I am such a nerd. I got my secret santa today and could NOT WAIT TO SHARE! Khan was my Secret Santa and can I just say, you outdid yourself, lady! LOL WOW. Thank you so much! 

I came home with groceries and saw a box on my front step and was so excited. LOL. But not nearly as excited as the dogs got after I opened it! Holy Moly!

As I started pulling toys out of the box, Sarge decided that he wanted this one for sure...I didn't even see him take it (as you can see, it still has the packaging attached!)










No worries, we took it off!










I knew Sarge would gravitate towards stuffed animals....and as such, this was all but expected of him to do:











No worries though, we share in this house:











I think Hunter was the most excited. I apologize for the blurry pics but he was ALL OVER THE PLACE with these new toys!










He especially loved this ball within a ball toy. He practically just plays with himself with it! He kicks it around, smashes his face into it, and acts like a real crazy dog. He loves it. Again, THANK YOU THANK YOU THANK YOU!











Dozer takes time to warm up to toys. I don't have video capability right now but this is what he does. He takes his preferred toy, runs through the yard, and shakes it from side to side. The more he likes it, the more he shakes. HE took to this holee roller pretty quickly. 

(he is fat. I know. We are working on it.)



















Not shown is the babble ball. It is a plastic ball that makes funny sounds. I am on my way to work so their play session was cut short. Plus, I will surprise them with that another day. So much excitement today! WOW!


----------



## Neeko

Nice!! 

This is supposed to be a sticky, right.


----------



## Khan

Yay!! So glad everyone loved their toys! That talking ball is pretty dang funny! We have one, and sometimes when the dogs just run by fast it moves just enough and you will hear it say something, or Burp! LOL!! I hope they love the snake as much as Khan. It's gotta be the most annoying toy on the planet. Khan lays with it and just squeaks it when you are trying to watch TV,(I'm sure he does it on purpose!) yet all you can do is just laugh! 
Merry Christmas from one coast to another!

Gina


----------



## creek817

Rebekah (Neeko) sent mine, and its is AWESOME! I posted pics on facebook, but I will post them here too, since I can't find another thread to do it on. =D










That's the pic of all our goodies =D 

Facebook

modeling his new agility lead

Facebook

and modeling his new collar! I don't have a picture of him playing with the toy, because I'm not that coordinated. hahaha but he was playing with it!

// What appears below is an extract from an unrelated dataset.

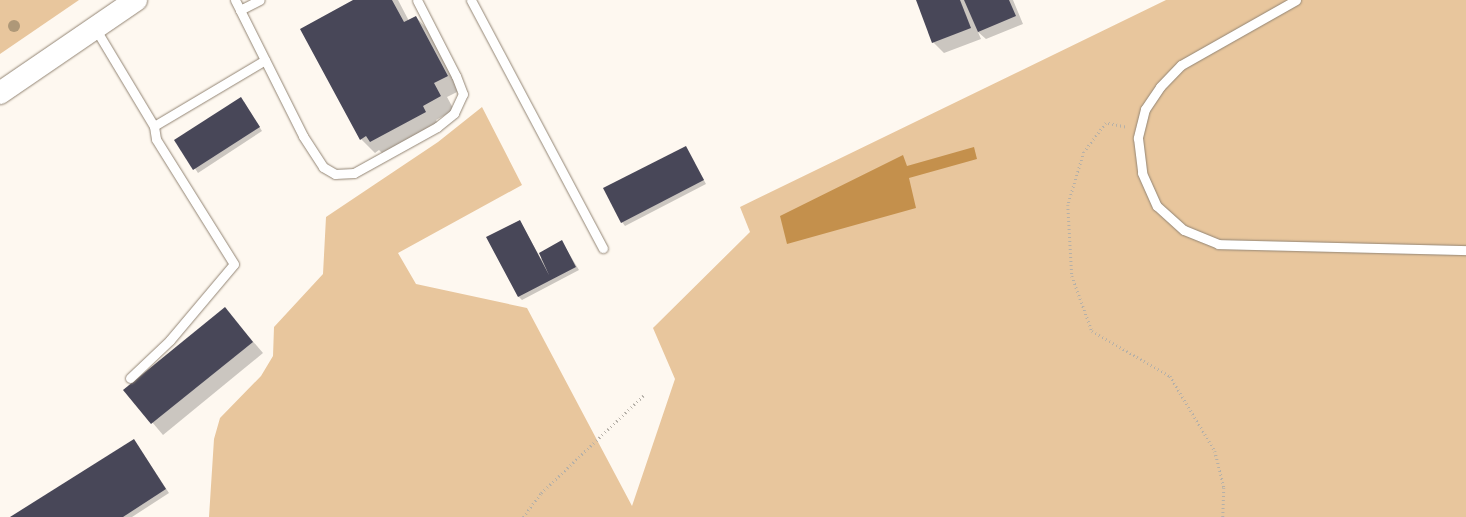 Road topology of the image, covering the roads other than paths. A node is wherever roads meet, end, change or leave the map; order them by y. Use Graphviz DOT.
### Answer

Again, thank you SO much Rebekah! =D


----------



## creek817

awesome! They look so happy =)


----------



## Sprocket

YAY! who is next???


----------



## rannmiller

My present arrived last night and my dogs already seem to know its for them! I'm going to make them wait until tomorrow to open it though because that's my day off so I'll hopefully get better pics of them enjoying the gift!


----------



## rannmiller

A big Christmas thanks to kathylcsw! The sweaters fit Penny and Peyton great and the dogs love the toys. Well except for Milo, he's always a humbug though. He never wants to play with anything so don't feel bad! 

Here are some pics of them enjoying their sweaters!










Now Penny is a pretty Christmas present!










Peyton being adorable as always. This is my favorite color combination, I love it!










Peyton enjoying her new rope toy










Penny likes it too










We especially love it for our new Dober who is a tugging fiend, so at least now we have a good handle to hold onto!










Peyton playing with her new Kong Wubba. It's hard to get a decent pic of her with it since she's always flipping it in the air! I love the color too!


----------



## kathylcsw

I am so happy that you and the dogs like the gifts. I was afraid that the XL sweater would be too big. It felt weird to shop for big dogs after years of shopping for less than 15lb puppies!


----------



## rannmiller

Haha yeah that would be a little odd! Everything fits great and the toys are the perfect size!


----------



## sozzle

Thanks very much creek817 (Stef) package arrived today all in one piece. I was out so my kind neighbour signed for the package!
Doesn't Stanley look handsome in his new collar and lead - fantastic love it! He was all excited when I put it on him and then the lead as he thought I was taking him for a walk.....but I wasn't, we were just posing for the photos.
Awesomely Awesome!


----------



## creek817

Oh good! I'm glad he likes it - and he does look VERY handsome in it!!! So glad it got there safely, and it fits =) Happy Christmas!


----------



## MollyWoppy

Good choice, that color really suits our Stanley!


----------



## kathylcsw

Love the collar and lead!


----------



## werecatrising

I love that leash/collar!
Rannmiller- I didn't know you got another dobe. Lucky you!


----------



## catahoulamom

Got my secret Santa gift! Thank you soooo much *bumblegoat*!!! She sent us dehydrated meat treats all the way from Sweden along with a stuffingless toy (perfect for my boys)! Love your illustrations too - very nice personal touch and they're so cute! We love it, thank you so much! The kitties are already trying to rip through the bags of treats lol, even the ferrets can have these! I'm going to take pictures and post when I'm done with all my work. :happy:


----------



## Khan

The kids got their SS gift! Thank you Caty for the awesome toys and treats!
As you can see Khan could barely contain himself as I was opening up the package!
As soon as they heard the squeaker go off, Shelby couldn't decide if she liked the star or the tug!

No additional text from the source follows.